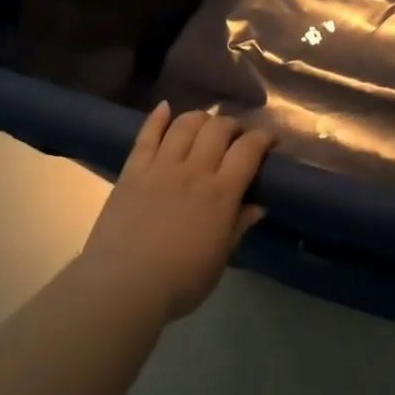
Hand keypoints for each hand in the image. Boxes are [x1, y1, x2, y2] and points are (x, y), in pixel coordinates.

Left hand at [77, 103, 274, 321]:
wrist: (123, 286)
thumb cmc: (180, 281)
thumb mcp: (220, 258)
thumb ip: (238, 226)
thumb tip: (258, 206)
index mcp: (221, 194)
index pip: (248, 150)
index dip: (263, 138)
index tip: (270, 141)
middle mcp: (194, 171)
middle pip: (218, 129)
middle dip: (233, 125)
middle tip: (236, 136)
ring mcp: (160, 168)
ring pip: (185, 125)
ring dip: (200, 118)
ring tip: (206, 123)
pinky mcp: (132, 171)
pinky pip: (146, 136)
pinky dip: (157, 117)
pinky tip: (164, 107)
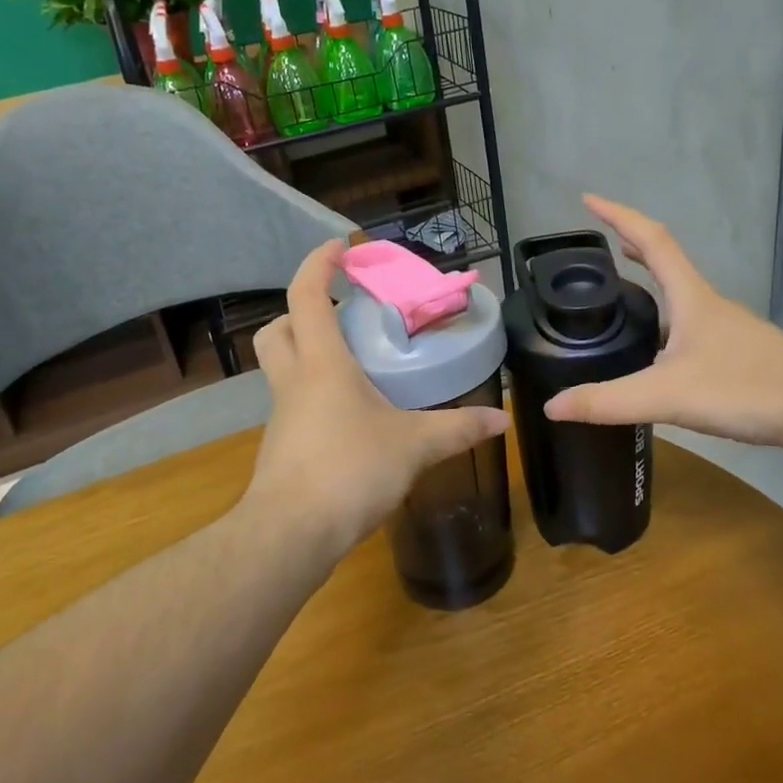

-- Task prompt --
Reproduce all entries exactly. Pictures do not belong in the copy.

-- Expected output --
Hand keypoints for each hand in the image. Boxes are [x1, y1, x2, y2] and points are (x, y), in pixel coordinates.

Left hand at [77, 103, 274, 321]:
wrist: (123, 286)
thumb cmc: (180, 281)
thumb mcp: (220, 258)
thumb ip: (238, 226)
thumb tip: (258, 206)
index mcp: (221, 194)
index pip: (248, 150)
index dip: (263, 138)
index tip: (270, 141)
middle mcp: (194, 171)
middle pip: (218, 129)
middle dip: (233, 125)
middle tip: (236, 136)
ring mcp: (160, 168)
ring pip: (185, 125)
ring dip: (200, 118)
ring tip: (206, 123)
pinky mcp: (132, 171)
pinky pip: (146, 136)
pinky dip: (157, 117)
pinky tip: (164, 107)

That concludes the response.